Here’s a wonderful read to think deeply about and consider the message as planning begins for the fall.
When you think about it, it puts a lot of things into perspective.
And it’s not just a couple more buzzwords for education.
As teachers, we all have played the education game. We graduated elementary school, secondary school, university or college or brought in experiences from the world of work, and then attended a year at a Faculty of Education to gain qualifications. Many have returned to get certified in additional areas through AQ courses. The bottom line is that we should we well educated when we walk into that classroom door.
Where we meet the students.
At this point, they may well be all over the map in terms of their ability to work with the subject/grade level.
To keep student focused, work and projects at their level of expertise are often given and the principles of differentiation used. At times, though, used inappropriately. For the high flyers, often a more difficult problem is given – “that will keep them busy”.

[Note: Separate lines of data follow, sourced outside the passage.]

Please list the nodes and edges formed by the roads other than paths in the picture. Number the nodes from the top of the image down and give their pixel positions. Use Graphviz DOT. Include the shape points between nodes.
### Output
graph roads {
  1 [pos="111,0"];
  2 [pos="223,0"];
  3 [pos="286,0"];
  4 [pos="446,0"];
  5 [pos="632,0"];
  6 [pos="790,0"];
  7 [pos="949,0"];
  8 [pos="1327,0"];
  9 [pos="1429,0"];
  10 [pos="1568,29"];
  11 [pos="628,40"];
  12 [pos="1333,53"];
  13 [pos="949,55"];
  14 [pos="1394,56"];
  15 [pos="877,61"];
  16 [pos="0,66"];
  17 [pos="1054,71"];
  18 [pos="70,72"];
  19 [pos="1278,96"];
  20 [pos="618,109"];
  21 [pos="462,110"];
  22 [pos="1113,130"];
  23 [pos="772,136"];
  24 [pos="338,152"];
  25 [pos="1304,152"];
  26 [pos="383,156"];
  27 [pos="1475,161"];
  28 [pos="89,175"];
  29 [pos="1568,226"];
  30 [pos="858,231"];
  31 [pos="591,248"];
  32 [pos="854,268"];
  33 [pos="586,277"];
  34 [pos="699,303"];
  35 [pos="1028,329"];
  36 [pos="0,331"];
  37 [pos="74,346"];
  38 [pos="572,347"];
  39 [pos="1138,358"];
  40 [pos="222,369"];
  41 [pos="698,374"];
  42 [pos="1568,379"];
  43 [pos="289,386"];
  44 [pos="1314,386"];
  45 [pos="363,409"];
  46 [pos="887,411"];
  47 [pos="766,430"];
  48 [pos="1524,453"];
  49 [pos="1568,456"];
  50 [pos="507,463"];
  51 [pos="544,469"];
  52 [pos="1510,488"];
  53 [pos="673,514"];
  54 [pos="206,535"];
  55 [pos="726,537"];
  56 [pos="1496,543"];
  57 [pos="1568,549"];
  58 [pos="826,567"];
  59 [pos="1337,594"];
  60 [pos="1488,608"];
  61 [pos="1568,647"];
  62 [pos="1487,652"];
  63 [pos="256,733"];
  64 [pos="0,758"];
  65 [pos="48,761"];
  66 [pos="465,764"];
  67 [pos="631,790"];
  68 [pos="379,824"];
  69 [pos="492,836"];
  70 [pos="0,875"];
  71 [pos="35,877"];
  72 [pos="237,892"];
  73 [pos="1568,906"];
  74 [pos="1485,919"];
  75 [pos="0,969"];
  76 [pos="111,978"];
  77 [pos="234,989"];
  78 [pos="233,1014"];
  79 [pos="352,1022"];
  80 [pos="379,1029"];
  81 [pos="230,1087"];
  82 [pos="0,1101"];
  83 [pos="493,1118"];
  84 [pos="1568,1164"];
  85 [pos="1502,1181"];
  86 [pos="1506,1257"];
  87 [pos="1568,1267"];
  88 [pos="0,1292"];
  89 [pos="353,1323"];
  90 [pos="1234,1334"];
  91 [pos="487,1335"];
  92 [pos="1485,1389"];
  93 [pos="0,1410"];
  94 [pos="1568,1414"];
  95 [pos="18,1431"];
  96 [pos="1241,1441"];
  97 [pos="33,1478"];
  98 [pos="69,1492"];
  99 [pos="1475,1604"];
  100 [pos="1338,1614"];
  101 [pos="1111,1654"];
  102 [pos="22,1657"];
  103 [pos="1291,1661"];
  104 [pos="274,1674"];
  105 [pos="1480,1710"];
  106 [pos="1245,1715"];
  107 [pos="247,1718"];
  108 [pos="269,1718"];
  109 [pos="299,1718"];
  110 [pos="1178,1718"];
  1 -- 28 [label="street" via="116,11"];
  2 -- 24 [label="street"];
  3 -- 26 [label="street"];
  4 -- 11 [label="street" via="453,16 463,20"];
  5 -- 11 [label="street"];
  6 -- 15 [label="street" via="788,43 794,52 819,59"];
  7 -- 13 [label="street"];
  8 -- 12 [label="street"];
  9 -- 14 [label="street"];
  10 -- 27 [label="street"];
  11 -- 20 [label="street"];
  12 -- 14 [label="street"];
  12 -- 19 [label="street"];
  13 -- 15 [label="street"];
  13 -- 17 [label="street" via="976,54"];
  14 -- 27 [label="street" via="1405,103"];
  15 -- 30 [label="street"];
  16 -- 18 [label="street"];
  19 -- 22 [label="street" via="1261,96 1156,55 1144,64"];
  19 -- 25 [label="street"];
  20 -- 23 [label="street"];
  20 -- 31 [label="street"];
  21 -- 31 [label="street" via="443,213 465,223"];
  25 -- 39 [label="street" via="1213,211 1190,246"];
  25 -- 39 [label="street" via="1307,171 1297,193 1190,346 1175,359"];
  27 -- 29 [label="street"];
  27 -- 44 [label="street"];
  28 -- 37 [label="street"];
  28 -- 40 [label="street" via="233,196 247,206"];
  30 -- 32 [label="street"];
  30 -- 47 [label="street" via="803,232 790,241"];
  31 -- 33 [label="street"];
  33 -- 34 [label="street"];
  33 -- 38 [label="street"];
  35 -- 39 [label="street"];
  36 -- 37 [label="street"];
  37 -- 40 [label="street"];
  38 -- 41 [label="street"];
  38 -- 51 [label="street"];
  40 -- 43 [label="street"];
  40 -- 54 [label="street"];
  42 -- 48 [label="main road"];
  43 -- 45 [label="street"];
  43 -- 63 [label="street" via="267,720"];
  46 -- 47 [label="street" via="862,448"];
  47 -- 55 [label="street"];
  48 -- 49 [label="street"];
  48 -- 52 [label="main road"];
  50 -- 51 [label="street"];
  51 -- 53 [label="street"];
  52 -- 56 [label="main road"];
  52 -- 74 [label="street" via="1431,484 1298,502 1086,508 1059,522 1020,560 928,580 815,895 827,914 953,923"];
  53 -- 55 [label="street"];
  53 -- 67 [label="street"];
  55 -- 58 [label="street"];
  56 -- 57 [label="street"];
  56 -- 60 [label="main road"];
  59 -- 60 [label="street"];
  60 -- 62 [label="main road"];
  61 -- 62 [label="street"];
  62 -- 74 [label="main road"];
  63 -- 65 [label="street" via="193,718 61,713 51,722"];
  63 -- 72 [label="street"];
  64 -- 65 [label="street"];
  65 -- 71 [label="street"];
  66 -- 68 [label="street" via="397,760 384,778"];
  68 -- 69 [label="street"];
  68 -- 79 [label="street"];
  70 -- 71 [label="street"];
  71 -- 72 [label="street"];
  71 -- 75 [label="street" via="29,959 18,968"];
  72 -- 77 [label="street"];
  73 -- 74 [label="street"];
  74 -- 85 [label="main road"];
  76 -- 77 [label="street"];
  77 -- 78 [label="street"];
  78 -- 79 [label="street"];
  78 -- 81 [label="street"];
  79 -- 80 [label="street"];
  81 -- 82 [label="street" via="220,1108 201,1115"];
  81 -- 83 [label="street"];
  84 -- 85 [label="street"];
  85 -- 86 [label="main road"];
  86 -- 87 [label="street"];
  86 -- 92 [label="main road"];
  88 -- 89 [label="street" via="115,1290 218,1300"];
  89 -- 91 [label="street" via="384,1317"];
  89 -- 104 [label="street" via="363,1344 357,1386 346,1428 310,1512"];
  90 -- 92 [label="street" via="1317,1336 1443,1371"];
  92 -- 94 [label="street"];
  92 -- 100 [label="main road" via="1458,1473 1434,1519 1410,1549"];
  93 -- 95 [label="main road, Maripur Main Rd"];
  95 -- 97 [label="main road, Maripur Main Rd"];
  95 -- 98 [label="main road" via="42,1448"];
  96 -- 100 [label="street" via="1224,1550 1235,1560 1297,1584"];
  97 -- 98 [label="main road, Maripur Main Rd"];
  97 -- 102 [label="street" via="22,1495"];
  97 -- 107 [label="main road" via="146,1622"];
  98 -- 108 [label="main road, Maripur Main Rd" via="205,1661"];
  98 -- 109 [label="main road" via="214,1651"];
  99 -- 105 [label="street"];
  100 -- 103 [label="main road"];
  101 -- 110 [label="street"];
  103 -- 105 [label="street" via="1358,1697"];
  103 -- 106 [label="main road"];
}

I really like the discussion in this article and I think it was nicely summarized in less than 140 characters in a reply to my Twitter sharing of it.
I would extend her thoughts to the actual curriculum development. With all the educational background of the teacher, “difficulty” should be easy to accomplish.
However, “complexity” may not be as easy.
It requires a deeper knowledge of the subject matter and how this deeper understanding enhances and supports student learning. I would also suggest that it’s a better motivator.
After all, “the more you know, the more you know”.
And, complexity can reach all students; difficulty won’t.